# 36 Acres KY $65,000



## RoseW (Apr 19, 2015)

Rural, utilities available, road frontage. Low taxes, under $200 a year.

Turkey and deer. But only 45 minutes from Lexington, 10 minutes from Cynthiana, and 1 hour 10 minutes from Cincinnati.

Hilly, good spot for underground home without digging. Has 3 wet weather ponds. Well - condition unknown. Barn - needs repair. Fenced, as is. 

View pix & info: https://www.whitetailproperties.com...-investment-tract-building-barn-pond-oddville


----------



## RoseW (Apr 19, 2015)

May be interested in swapping my equity for your paid parcel in the following states: North Carolina, South Carolina, Tennessee, Georgia, Florida, Alabama, Arkansas, Louisiana. 

Husband had family there, thus the purchase.
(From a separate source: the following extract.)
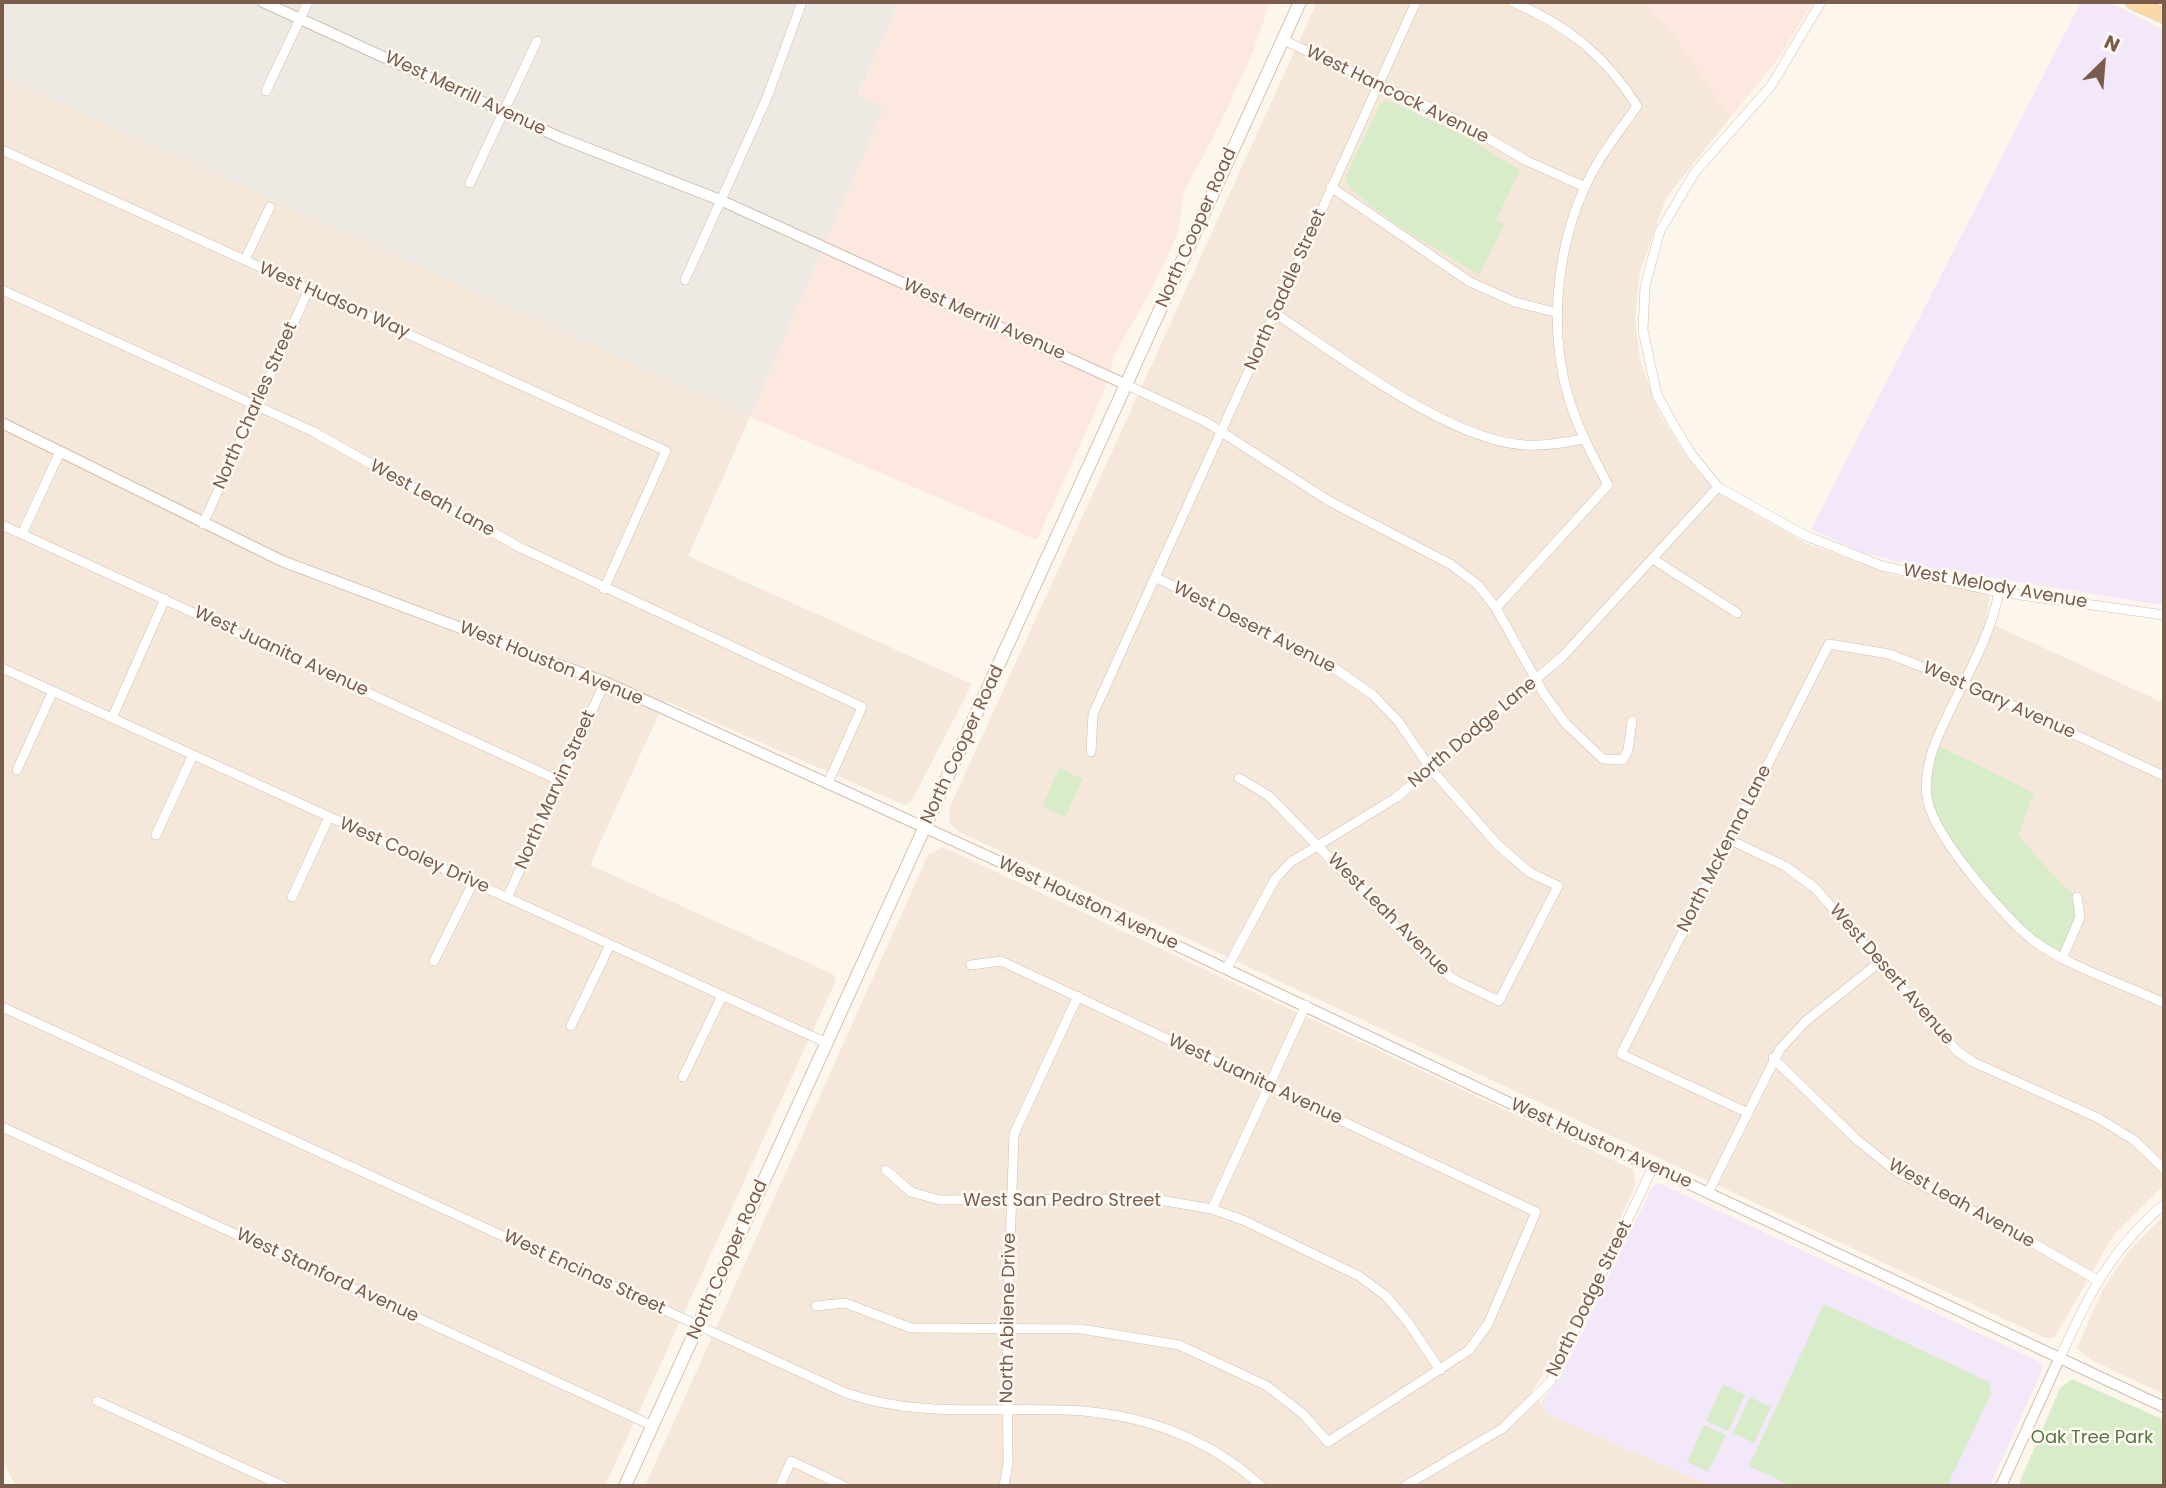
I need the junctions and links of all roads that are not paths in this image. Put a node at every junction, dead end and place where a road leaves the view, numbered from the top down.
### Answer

He passed, therefore no longer have interest in the area.


----------



## kasilofhome (Feb 10, 2005)

Nice... this is truly a reason to save money for when an opportunity like this rears its head.


----------



## rosehaven (Nov 5, 2004)

we lived in Nelson County for 8 years and I'd pass on this area. Way clannish folks especially in Bardstown and they don't plow the roads until after 11am, not good is you have to be anywhere. 

Thought I'd pass this along.......we went west to Idaho


----------



## michael ark (Dec 11, 2013)

Sorry to hear of your loss. Prayers sent.


----------



## RoseW (Apr 19, 2015)

rosehaven said:


> we lived in Nelson County for 8 years and I'd pass on this area. Way clannish folks especially in Bardstown and they don't plow the roads until after 11am, not good is you have to be anywhere.


ROSEHAVEN - maybe you were lost? The property is in Harrison County. I've never even heard of where you're talking about. Had to look it up on mapquest. Bardstown is 200 miles from Cynthiana.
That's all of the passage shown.